Not prepared to be stumped by Stumptown [1], he set about mapping the city himself. Which, in the Age of Google, might seem redundant. Except that Google Maps for all their ubiquity (in both coverage and accessibility) are not much help if you want to get to know a city. They’re like an eternal crib sheet: great at delivering specific info (how to get from A to B), terrible for getting a sense of the wider context.

As Mr. Archambault points out on his website, there’s scientific evidence [2] for the fact that GPS technology is making us less, rather than more spatially aware.
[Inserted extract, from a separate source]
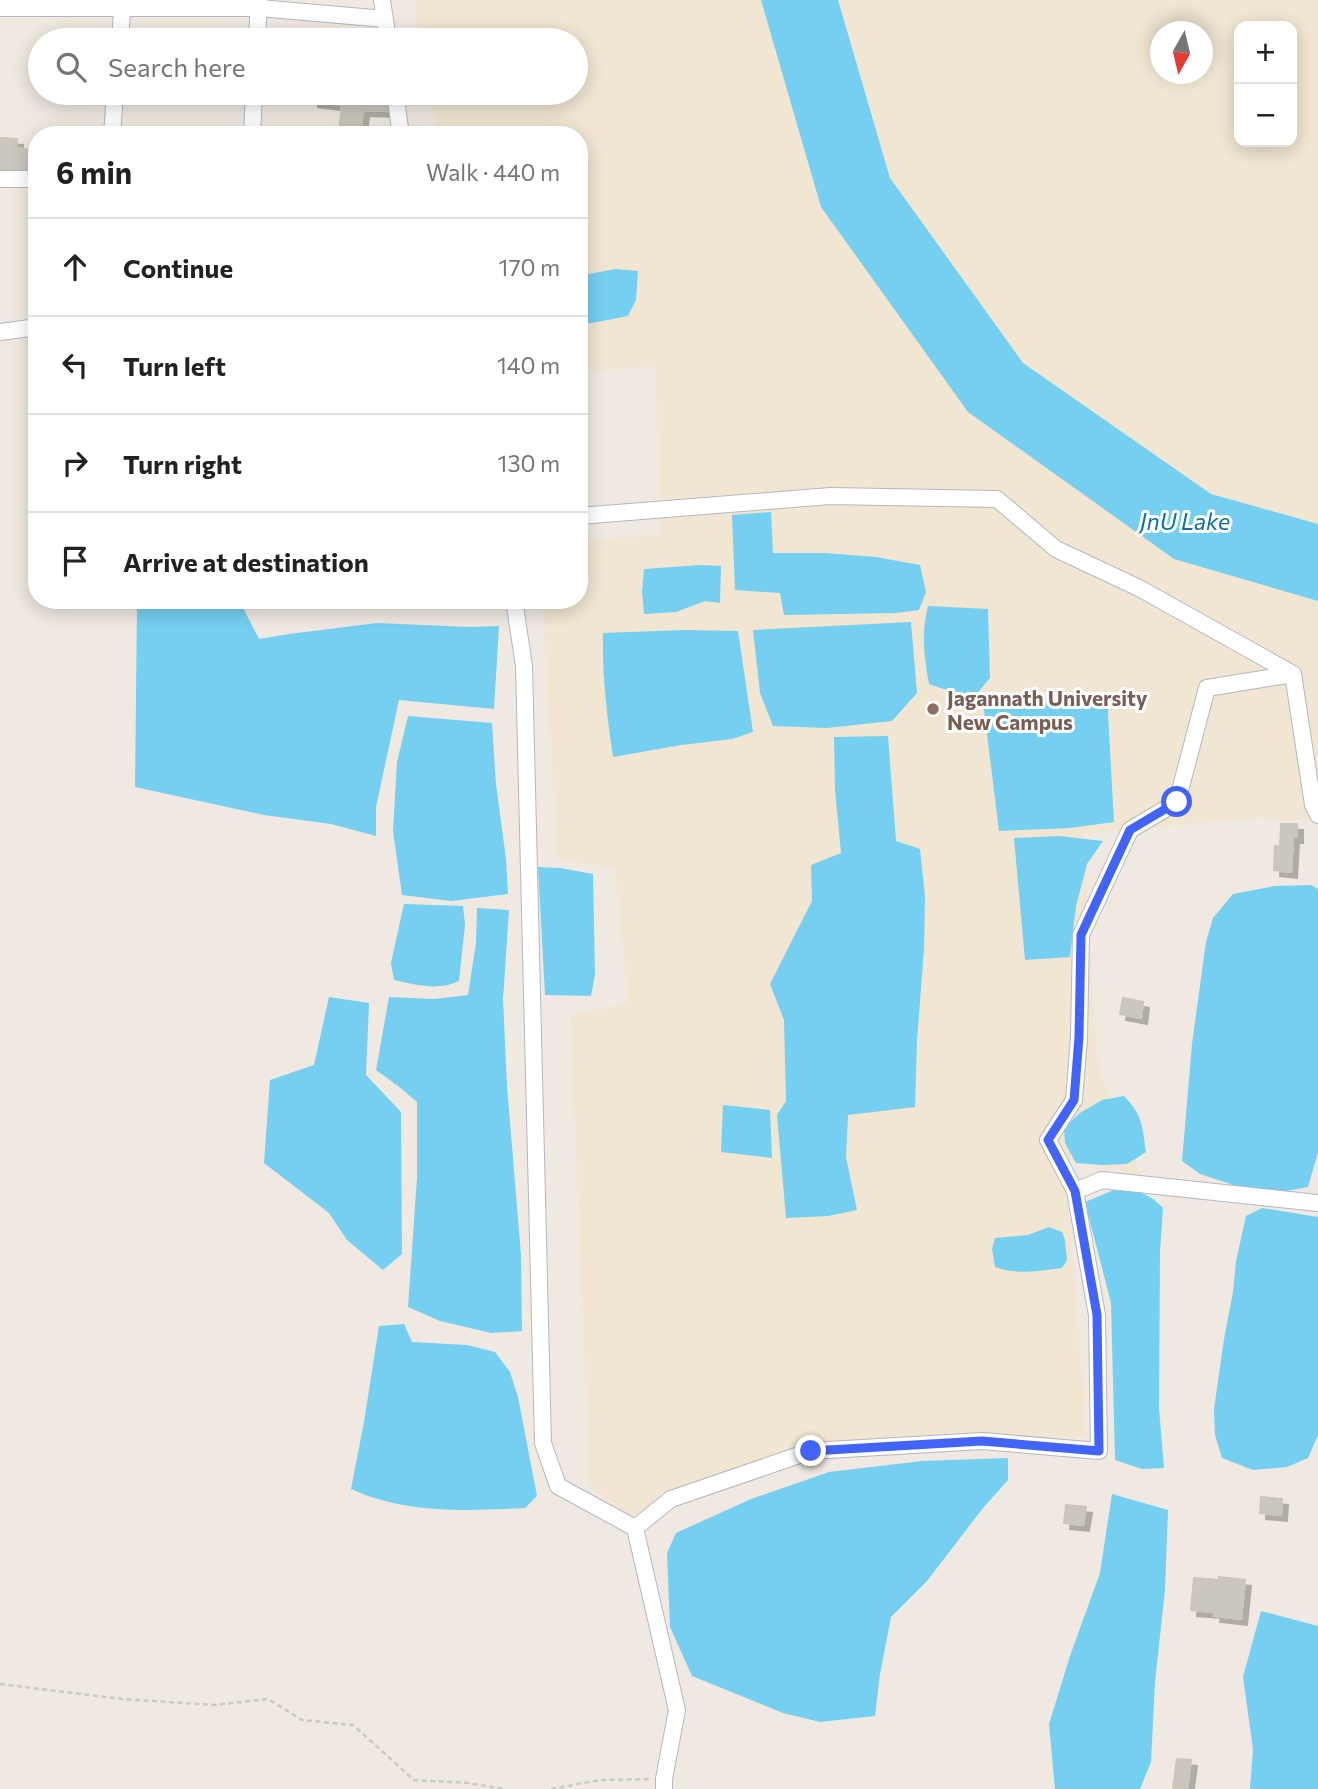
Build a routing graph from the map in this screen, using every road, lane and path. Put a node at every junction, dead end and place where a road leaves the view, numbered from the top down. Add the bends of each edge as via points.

When we rely, as is now so commonplace, on satellite-guided driving instructions tailored to our specific trip, we’re preventing our brain from doing what it should do naturally: making ‘mental maps’ of our surroundings.

On these mental maps, we store the whereabouts of the roads and intersections, the landmarks and destinations that are relevant to us. How they are linked is not just a matter of objective proximity, but also of their subjective qualities: Do we find them easy to use (or reach)? What do they remind us of? How do we associate between them? Do we go there often? Mental mapping is very personal and mostly intuitive, and therefore – ironically – hard to replicate. Your average hand-drawn map is but a feint shadow of the mental map from whence it sprang. 
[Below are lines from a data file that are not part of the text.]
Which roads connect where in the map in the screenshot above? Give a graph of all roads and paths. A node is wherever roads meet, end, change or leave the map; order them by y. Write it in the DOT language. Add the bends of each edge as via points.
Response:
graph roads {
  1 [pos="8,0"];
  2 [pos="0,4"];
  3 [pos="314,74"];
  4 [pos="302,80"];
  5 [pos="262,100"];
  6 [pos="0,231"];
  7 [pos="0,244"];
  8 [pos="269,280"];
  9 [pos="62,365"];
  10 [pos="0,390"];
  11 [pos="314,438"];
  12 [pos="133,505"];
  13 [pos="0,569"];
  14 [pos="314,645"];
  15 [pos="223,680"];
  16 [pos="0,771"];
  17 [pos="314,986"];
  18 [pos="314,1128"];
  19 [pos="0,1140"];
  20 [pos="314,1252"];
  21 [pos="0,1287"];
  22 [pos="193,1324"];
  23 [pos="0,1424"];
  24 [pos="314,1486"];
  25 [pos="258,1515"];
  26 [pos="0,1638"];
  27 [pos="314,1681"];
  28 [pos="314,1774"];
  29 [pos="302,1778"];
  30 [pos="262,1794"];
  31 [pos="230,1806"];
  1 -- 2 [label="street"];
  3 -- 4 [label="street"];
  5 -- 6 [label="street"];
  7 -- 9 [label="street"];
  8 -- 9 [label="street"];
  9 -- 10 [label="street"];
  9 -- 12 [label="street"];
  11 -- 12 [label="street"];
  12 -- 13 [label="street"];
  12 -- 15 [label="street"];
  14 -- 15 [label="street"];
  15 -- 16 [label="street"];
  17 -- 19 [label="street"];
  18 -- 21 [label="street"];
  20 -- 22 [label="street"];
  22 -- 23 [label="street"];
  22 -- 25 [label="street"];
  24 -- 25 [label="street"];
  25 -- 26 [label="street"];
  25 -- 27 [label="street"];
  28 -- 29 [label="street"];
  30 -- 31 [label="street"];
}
Perhaps that intangible quality of mental mapping explains why we don’t notice that we do so much less of it these days. And yet this might be bad for our cognitive health, even for our mental health.

Mental mapping is brain gymnastics, just like doing that crossword or sudoku puzzle. Also, mental maps provide us with the opportunity to be flexible and the chance to improvise. Also good brain sport, but not something we keep up if we’re drip-fed driving instructions for a single route – a route that recalculates itself if we’re brave or stupid enough to take the wrong turn.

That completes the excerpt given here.